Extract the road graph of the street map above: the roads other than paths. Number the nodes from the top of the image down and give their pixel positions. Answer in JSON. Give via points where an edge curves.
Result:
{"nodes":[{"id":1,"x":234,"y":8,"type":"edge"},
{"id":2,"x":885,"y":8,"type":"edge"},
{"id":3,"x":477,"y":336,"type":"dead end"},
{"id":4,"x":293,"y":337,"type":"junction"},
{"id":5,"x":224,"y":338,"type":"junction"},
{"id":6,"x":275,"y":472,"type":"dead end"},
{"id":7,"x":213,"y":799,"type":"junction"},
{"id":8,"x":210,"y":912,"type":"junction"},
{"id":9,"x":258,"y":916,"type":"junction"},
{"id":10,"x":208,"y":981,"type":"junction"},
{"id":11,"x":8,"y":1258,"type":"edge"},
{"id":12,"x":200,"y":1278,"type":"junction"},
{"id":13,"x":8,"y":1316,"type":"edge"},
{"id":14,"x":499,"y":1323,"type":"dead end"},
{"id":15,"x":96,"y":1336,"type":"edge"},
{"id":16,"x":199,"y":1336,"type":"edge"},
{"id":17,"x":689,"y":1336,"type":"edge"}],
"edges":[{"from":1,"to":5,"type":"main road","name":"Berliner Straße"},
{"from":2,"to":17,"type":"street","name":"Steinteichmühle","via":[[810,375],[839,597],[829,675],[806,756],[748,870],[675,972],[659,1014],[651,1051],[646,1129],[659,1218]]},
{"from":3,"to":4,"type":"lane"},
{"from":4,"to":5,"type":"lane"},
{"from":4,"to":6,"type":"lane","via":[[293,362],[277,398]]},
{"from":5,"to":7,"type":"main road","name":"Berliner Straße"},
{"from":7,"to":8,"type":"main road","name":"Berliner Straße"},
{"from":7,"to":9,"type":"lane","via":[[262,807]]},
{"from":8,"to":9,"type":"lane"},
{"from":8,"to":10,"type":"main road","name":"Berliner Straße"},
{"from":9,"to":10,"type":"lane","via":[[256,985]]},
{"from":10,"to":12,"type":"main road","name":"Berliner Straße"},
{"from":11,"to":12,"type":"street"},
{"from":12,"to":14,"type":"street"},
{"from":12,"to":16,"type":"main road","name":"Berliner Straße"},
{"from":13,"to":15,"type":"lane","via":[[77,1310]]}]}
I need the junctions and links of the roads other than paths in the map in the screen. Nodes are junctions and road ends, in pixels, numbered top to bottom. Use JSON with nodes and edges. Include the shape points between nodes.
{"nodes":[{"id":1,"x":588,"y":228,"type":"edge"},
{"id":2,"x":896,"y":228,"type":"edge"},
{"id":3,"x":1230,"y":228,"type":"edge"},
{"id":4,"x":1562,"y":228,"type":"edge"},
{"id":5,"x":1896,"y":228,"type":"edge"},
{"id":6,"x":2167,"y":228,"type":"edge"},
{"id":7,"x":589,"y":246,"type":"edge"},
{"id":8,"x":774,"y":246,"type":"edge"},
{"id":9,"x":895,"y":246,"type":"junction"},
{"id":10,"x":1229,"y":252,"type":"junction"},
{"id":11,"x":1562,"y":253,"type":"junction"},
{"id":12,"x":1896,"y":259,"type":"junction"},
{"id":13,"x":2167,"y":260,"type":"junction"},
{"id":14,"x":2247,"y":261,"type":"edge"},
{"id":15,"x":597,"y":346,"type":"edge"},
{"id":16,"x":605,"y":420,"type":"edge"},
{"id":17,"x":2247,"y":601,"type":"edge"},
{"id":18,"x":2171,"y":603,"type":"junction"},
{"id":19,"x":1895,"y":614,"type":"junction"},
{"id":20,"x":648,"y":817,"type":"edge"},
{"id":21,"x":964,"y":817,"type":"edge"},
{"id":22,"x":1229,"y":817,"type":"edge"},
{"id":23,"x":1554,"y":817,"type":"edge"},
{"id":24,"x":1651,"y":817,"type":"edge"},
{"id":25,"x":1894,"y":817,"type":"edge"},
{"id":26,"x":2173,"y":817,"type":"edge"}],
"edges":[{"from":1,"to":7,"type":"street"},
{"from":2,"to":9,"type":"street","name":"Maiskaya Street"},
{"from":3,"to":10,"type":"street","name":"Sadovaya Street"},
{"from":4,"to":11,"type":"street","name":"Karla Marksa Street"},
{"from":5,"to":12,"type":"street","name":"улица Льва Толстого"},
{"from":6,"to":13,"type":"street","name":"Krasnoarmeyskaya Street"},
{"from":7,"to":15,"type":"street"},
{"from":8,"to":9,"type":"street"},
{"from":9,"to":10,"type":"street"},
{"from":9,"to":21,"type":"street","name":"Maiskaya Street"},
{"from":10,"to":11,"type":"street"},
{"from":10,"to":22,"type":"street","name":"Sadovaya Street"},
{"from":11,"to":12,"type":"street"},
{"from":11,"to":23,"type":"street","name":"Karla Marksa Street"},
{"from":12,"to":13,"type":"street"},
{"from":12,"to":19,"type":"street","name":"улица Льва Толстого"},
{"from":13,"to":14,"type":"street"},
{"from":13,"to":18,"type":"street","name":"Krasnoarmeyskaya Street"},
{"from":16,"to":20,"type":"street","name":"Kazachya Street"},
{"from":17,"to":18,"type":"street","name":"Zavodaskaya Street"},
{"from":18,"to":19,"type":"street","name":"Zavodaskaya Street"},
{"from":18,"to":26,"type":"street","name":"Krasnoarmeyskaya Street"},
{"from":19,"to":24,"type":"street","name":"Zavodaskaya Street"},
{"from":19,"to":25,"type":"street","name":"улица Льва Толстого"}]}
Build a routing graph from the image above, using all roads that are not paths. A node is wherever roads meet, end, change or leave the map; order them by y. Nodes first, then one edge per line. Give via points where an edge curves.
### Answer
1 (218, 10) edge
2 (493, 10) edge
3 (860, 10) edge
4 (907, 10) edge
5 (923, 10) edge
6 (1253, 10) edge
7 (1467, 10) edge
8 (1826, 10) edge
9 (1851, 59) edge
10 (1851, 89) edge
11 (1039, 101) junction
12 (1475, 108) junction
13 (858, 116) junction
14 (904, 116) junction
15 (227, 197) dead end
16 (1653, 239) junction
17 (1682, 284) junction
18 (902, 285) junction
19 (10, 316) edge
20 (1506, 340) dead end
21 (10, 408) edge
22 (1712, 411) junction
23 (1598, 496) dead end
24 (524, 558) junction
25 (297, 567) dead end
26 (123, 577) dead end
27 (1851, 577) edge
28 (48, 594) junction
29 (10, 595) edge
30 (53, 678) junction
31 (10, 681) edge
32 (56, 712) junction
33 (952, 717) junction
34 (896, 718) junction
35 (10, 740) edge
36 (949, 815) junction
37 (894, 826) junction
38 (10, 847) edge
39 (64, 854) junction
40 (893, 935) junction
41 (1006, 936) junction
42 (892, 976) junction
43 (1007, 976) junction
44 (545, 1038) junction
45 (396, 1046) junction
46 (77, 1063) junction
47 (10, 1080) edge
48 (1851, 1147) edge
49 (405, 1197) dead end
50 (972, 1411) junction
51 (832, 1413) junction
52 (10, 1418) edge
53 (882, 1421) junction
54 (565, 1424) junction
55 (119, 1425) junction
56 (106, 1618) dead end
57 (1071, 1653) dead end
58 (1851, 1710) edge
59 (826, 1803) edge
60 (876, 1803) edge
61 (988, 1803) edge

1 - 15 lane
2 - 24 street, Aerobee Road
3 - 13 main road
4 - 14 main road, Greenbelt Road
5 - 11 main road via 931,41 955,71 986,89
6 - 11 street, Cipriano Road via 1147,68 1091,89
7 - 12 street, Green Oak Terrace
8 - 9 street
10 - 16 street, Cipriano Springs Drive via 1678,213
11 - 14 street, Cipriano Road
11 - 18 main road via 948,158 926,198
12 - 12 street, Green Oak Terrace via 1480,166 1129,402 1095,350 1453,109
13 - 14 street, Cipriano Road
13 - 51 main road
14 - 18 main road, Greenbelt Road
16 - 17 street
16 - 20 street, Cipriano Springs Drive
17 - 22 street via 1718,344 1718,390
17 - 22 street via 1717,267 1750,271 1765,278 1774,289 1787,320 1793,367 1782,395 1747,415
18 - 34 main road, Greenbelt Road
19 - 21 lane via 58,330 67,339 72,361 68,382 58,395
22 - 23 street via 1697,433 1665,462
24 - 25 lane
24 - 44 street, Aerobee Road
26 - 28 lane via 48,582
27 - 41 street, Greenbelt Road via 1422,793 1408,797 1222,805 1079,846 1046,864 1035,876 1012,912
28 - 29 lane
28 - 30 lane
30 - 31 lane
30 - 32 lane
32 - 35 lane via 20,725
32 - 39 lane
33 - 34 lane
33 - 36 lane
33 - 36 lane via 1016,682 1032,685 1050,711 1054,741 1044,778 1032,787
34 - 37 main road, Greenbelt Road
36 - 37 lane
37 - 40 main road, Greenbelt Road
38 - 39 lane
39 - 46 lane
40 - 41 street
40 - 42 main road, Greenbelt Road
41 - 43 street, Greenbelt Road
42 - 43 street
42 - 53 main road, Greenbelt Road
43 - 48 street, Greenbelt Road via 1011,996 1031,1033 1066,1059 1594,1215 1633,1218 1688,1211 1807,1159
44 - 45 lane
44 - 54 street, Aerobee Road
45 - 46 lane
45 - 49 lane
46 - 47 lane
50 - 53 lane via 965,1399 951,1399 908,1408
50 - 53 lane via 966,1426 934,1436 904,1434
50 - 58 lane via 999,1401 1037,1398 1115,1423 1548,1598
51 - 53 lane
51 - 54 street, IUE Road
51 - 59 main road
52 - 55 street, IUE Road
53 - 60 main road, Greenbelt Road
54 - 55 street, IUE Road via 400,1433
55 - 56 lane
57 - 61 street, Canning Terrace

============================================================

EXERCISE PROMPT: Please find, in the entries above, every line where "Answer" occurs, and copy it.

RESULT FOR THIS TASK:
Extract the road graph of the street map above: the roads other than paths. Number the nodes from the top of the image down and give their pixel positions. Answer in JSON. Give via points where an edge curves.
### Answer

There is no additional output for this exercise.